The case in point is the new movie by Michael Hoffman, William Shakespeare's A Midsummer Night's Dream. (I think we can leave the Bard's name out of the titles of all movies from now on, thank you very much.) It has fun and makes you laugh.

The cast includes Calista Flockhart (TV's "Ally McBeal") and Kevin Kline (A Fish Called Wanda, In & Out), and they're both marvelous. Kline plays Bottom, the hammy actor role, and he puts his soul into it. Flockhart adapts her flustered TV persona into the lovelorn Helena and creates a comic identity all her own.
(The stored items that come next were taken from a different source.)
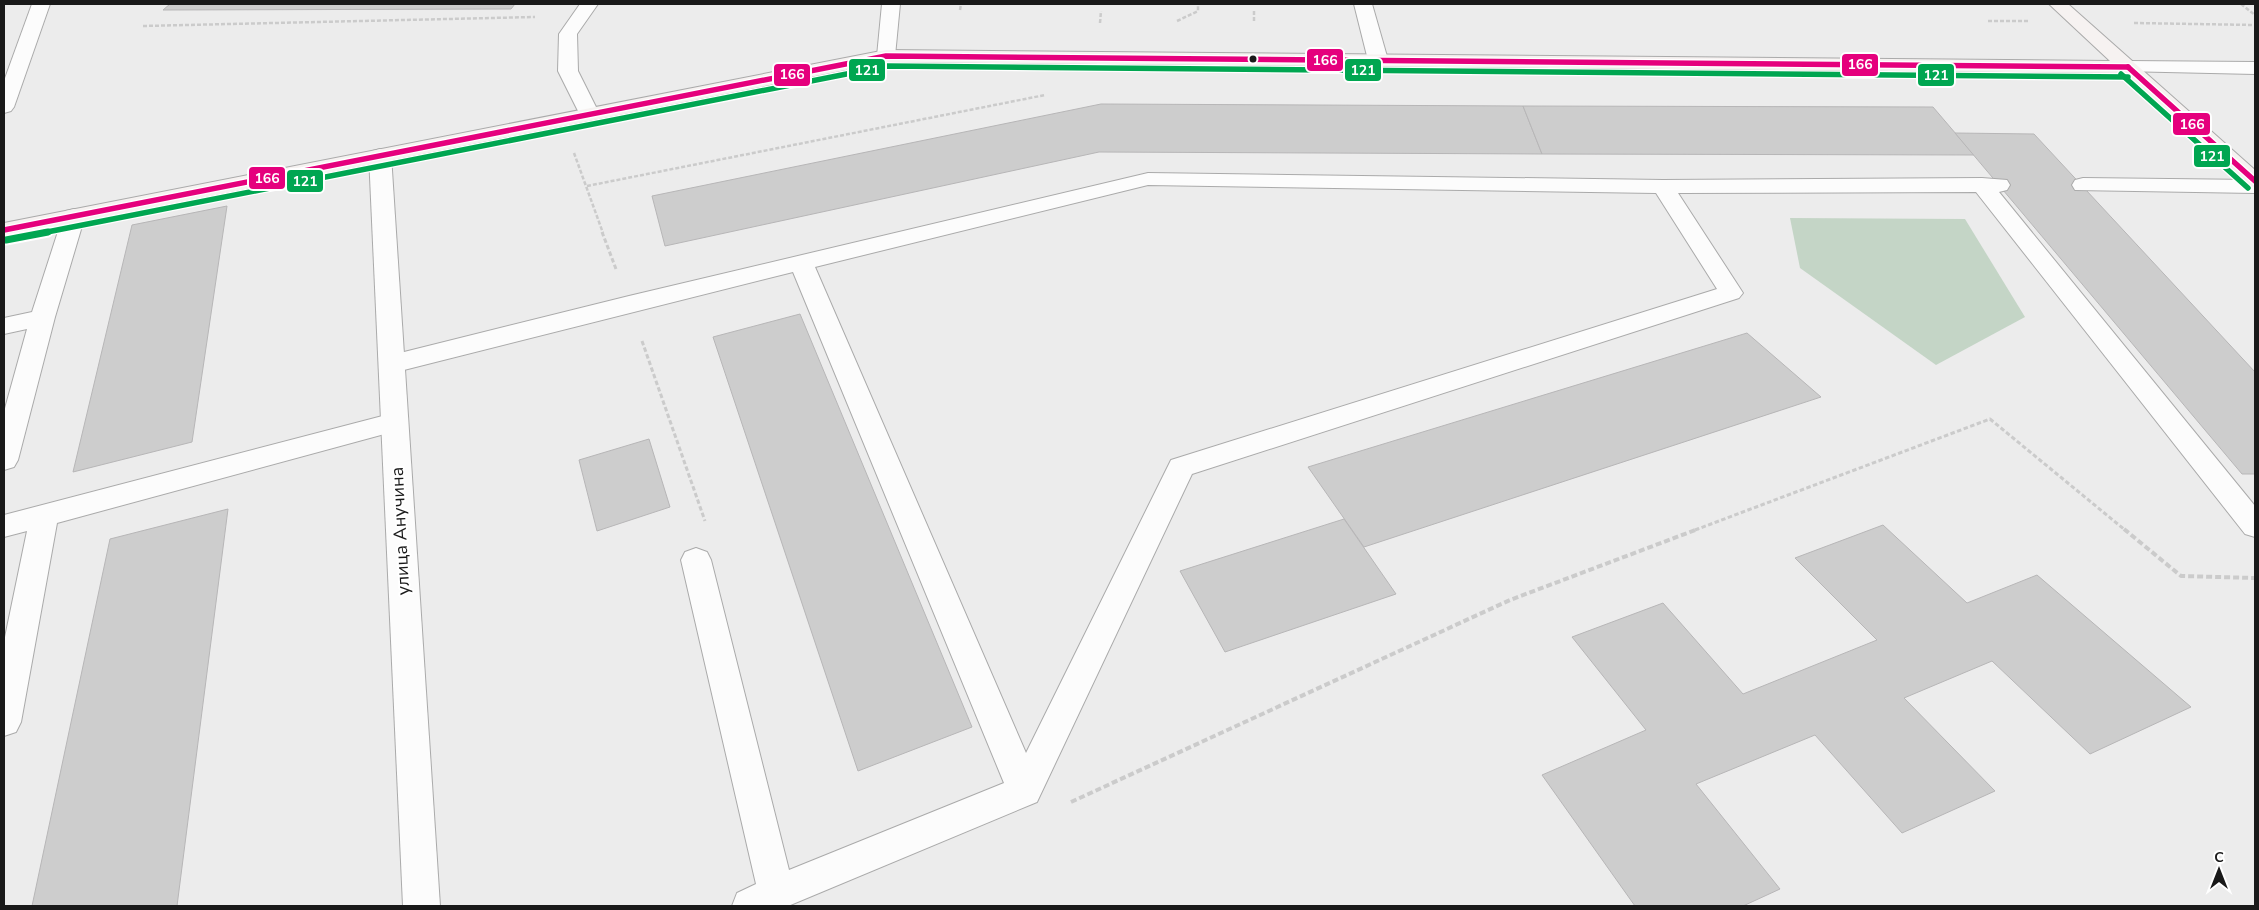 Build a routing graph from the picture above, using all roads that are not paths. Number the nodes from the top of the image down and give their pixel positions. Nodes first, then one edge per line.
1 (41, 4) edge
2 (891, 4) edge
3 (1363, 4) edge
4 (2058, 4) edge
5 (585, 10) edge
6 (886, 56) junction
7 (1378, 60) junction
8 (2128, 67) junction
9 (2255, 68) edge
10 (4, 107) edge
11 (589, 113) junction
12 (380, 155) junction
13 (2255, 181) edge
14 (2083, 186) dead end
15 (1663, 187) junction
16 (2255, 187) edge
17 (74, 216) junction
18 (4, 230) edge
19 (802, 264) junction
20 (43, 317) junction
21 (4, 326) edge
22 (392, 364) junction
23 (394, 422) junction
24 (4, 460) edge
25 (44, 516) junction
26 (4, 526) edge
27 (2255, 526) edge
28 (696, 560) dead end
29 (4, 722) edge
30 (1025, 791) junction
31 (763, 900) edge
32 (422, 906) edge

1 - 10 street
2 - 6 street
3 - 7 street
4 - 8 street
5 - 11 street
6 - 7 street
6 - 11 street
7 - 8 street
8 - 9 street
8 - 13 street
11 - 12 street
12 - 17 street
12 - 22 street, улица Анучина
14 - 16 street
15 - 19 street
15 - 27 street
15 - 30 street
17 - 18 street
17 - 20 street
19 - 22 street
19 - 30 street
20 - 21 street
20 - 24 street
22 - 23 street, улица Анучина
23 - 25 street
23 - 32 street, улица Анучина
25 - 26 street
25 - 29 street
28 - 31 street
30 - 31 street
Flockhart and Kline should be nominated for Oscars. The rest of the cast includes Michelle Pfeiffer, lovely as Titania; Rupert Everett, equally lovely as Oberon; Stanley Tucci as Puck (with the role pared down a little); Christian Bale, from Kenneth Branagh's muddy and brilliant Henry V, as Demetrius; David Strathairn, who was in town several years ago performing The Tempest at A.C.T., as Theseus; Sophie Marceau (from Michelangelo Antonioni's Beyond the Clouds) as Hippolyta; and the wonderful clown Bill Irwin and Sam Rockwell (Lawn Dogs) as part of Bottom's theatrical company of less-than-talented actors.

The plot has several characters wandering into the enchanted woods at night and falling prey to the magical hijinks of Oberon and Puck. Armed with a magic flower, Puck switches around everyone's affections, changes Bottom into a mule, and makes Titania fall in love with him. At about the three-quarter mark, Puck puts everything right. But in the great Shakespearean tradition, the movie doesn't end there. We must still sit through a wretchedly bad play-within-the-screenplay, led by Bottom. This play turns out to be the funniest bit yet, as the actors claw and wrestle their way through their dialogue and staging. Only then can we go home, but we go home happy.

Even if one is familiar with Shakespeare, it usually takes a little time after the production starts to become acclimated to the language. With A Midsummer Night's Dream, that problem did not last long at all. I was soon in the swing and enjoying the show. This movie is as much fun as Kenneth Branagh's Much Ado About Nothing, but it does not make the mistake of becoming serious about its romance story. Robert Graves once said: "The remarkable thing about Shakespeare is that he really is very good, in spite of all the people who say he is very good."